[[ INPUT RECORDS, beginning ]]

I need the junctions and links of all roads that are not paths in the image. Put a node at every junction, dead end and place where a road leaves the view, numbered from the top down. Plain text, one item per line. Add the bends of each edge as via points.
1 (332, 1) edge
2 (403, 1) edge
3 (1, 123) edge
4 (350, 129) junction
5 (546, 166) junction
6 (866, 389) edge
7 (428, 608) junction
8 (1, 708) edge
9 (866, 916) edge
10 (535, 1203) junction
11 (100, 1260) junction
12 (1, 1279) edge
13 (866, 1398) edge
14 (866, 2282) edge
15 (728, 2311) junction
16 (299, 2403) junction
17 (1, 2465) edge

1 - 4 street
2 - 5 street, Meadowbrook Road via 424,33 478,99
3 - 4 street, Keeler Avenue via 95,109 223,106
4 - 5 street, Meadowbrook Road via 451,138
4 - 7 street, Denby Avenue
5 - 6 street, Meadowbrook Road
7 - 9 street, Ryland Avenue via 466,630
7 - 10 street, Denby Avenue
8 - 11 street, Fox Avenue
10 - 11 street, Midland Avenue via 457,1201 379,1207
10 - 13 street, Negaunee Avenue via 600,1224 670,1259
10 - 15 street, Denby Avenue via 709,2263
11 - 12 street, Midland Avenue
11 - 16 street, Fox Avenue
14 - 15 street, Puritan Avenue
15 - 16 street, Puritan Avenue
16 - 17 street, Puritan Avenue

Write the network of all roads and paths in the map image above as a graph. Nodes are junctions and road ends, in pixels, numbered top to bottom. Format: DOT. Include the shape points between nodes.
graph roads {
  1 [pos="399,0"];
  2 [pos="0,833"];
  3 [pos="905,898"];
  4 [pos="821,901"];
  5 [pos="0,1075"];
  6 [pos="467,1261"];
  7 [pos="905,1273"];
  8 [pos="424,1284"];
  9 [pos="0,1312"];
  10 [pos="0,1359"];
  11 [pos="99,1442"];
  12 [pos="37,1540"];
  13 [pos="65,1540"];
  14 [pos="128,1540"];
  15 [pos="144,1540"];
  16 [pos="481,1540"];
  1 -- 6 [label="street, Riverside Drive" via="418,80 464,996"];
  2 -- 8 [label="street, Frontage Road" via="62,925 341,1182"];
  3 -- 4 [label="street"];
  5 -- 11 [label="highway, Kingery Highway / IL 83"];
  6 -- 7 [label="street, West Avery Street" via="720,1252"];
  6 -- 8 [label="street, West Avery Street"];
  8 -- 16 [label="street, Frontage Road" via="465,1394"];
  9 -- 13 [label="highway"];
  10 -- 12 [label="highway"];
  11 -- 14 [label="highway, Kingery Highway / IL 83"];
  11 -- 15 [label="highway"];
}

[[ INPUT RECORDS, end ]]

* [PROBLEM TO SOLVE] Reproduce the listing above exactly, in its entirety.

* [TASK OUTPUT]
I need the junctions and links of all roads that are not paths in the image. Put a node at every junction, dead end and place where a road leaves the view, numbered from the top down. Plain text, one item per line. Add the bends of each edge as via points.
1 (332, 1) edge
2 (403, 1) edge
3 (1, 123) edge
4 (350, 129) junction
5 (546, 166) junction
6 (866, 389) edge
7 (428, 608) junction
8 (1, 708) edge
9 (866, 916) edge
10 (535, 1203) junction
11 (100, 1260) junction
12 (1, 1279) edge
13 (866, 1398) edge
14 (866, 2282) edge
15 (728, 2311) junction
16 (299, 2403) junction
17 (1, 2465) edge

1 - 4 street
2 - 5 street, Meadowbrook Road via 424,33 478,99
3 - 4 street, Keeler Avenue via 95,109 223,106
4 - 5 street, Meadowbrook Road via 451,138
4 - 7 street, Denby Avenue
5 - 6 street, Meadowbrook Road
7 - 9 street, Ryland Avenue via 466,630
7 - 10 street, Denby Avenue
8 - 11 street, Fox Avenue
10 - 11 street, Midland Avenue via 457,1201 379,1207
10 - 13 street, Negaunee Avenue via 600,1224 670,1259
10 - 15 street, Denby Avenue via 709,2263
11 - 12 street, Midland Avenue
11 - 16 street, Fox Avenue
14 - 15 street, Puritan Avenue
15 - 16 street, Puritan Avenue
16 - 17 street, Puritan Avenue

Write the network of all roads and paths in the map image above as a graph. Nodes are junctions and road ends, in pixels, numbered top to bottom. Format: DOT. Include the shape points between nodes.
graph roads {
  1 [pos="399,0"];
  2 [pos="0,833"];
  3 [pos="905,898"];
  4 [pos="821,901"];
  5 [pos="0,1075"];
  6 [pos="467,1261"];
  7 [pos="905,1273"];
  8 [pos="424,1284"];
  9 [pos="0,1312"];
  10 [pos="0,1359"];
  11 [pos="99,1442"];
  12 [pos="37,1540"];
  13 [pos="65,1540"];
  14 [pos="128,1540"];
  15 [pos="144,1540"];
  16 [pos="481,1540"];
  1 -- 6 [label="street, Riverside Drive" via="418,80 464,996"];
  2 -- 8 [label="street, Frontage Road" via="62,925 341,1182"];
  3 -- 4 [label="street"];
  5 -- 11 [label="highway, Kingery Highway / IL 83"];
  6 -- 7 [label="street, West Avery Street" via="720,1252"];
  6 -- 8 [label="street, West Avery Street"];
  8 -- 16 [label="street, Frontage Road" via="465,1394"];
  9 -- 13 [label="highway"];
  10 -- 12 [label="highway"];
  11 -- 14 [label="highway, Kingery Highway / IL 83"];
  11 -- 15 [label="highway"];
}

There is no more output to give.